_Work instructions_. From the line containing "ring tip: (1177, 669)" to the last line of the records, please reproduce every line exactly and nothing more.

_Data listing_.
Content starts

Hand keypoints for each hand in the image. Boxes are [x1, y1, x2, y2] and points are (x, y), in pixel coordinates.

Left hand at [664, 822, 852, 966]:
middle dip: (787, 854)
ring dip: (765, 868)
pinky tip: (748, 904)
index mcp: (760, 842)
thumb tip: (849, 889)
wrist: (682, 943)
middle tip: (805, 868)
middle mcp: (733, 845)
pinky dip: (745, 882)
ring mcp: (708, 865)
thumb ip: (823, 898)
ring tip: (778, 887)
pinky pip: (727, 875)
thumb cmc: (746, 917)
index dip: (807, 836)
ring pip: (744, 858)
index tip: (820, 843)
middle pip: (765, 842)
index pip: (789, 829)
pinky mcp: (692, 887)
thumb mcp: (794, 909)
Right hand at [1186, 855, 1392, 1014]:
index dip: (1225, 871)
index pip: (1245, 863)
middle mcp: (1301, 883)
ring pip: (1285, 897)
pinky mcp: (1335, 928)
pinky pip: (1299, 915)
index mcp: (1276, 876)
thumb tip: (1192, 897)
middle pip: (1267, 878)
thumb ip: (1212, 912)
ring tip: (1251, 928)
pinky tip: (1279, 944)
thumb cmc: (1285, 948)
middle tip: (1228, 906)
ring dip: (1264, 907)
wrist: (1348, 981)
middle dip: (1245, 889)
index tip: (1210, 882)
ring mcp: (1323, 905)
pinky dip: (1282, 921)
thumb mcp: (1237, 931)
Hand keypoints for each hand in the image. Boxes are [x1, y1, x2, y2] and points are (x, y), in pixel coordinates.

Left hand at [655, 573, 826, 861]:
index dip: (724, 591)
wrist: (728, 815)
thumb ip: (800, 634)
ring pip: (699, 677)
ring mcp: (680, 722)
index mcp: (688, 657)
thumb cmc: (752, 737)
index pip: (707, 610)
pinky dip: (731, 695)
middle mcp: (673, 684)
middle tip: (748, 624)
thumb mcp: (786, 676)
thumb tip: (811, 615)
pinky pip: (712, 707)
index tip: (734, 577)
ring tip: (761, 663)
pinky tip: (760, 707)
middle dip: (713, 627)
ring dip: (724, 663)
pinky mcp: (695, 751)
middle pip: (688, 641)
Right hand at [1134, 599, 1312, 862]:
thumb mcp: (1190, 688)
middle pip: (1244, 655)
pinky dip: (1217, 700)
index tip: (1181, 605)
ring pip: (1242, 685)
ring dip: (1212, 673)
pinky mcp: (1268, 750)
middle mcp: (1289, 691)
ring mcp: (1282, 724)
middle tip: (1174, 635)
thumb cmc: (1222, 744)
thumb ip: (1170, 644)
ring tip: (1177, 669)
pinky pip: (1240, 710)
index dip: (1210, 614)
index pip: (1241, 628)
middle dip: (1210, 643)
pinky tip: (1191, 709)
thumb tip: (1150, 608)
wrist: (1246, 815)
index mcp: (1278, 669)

Content ends

_Result below_.
ring tip: (1177, 669)
pinky pip: (1240, 710)
index dip: (1210, 614)
index pip: (1241, 628)
middle dip: (1210, 643)
pinky tip: (1191, 709)
thumb tip: (1150, 608)
wrist: (1246, 815)
index mcp: (1278, 669)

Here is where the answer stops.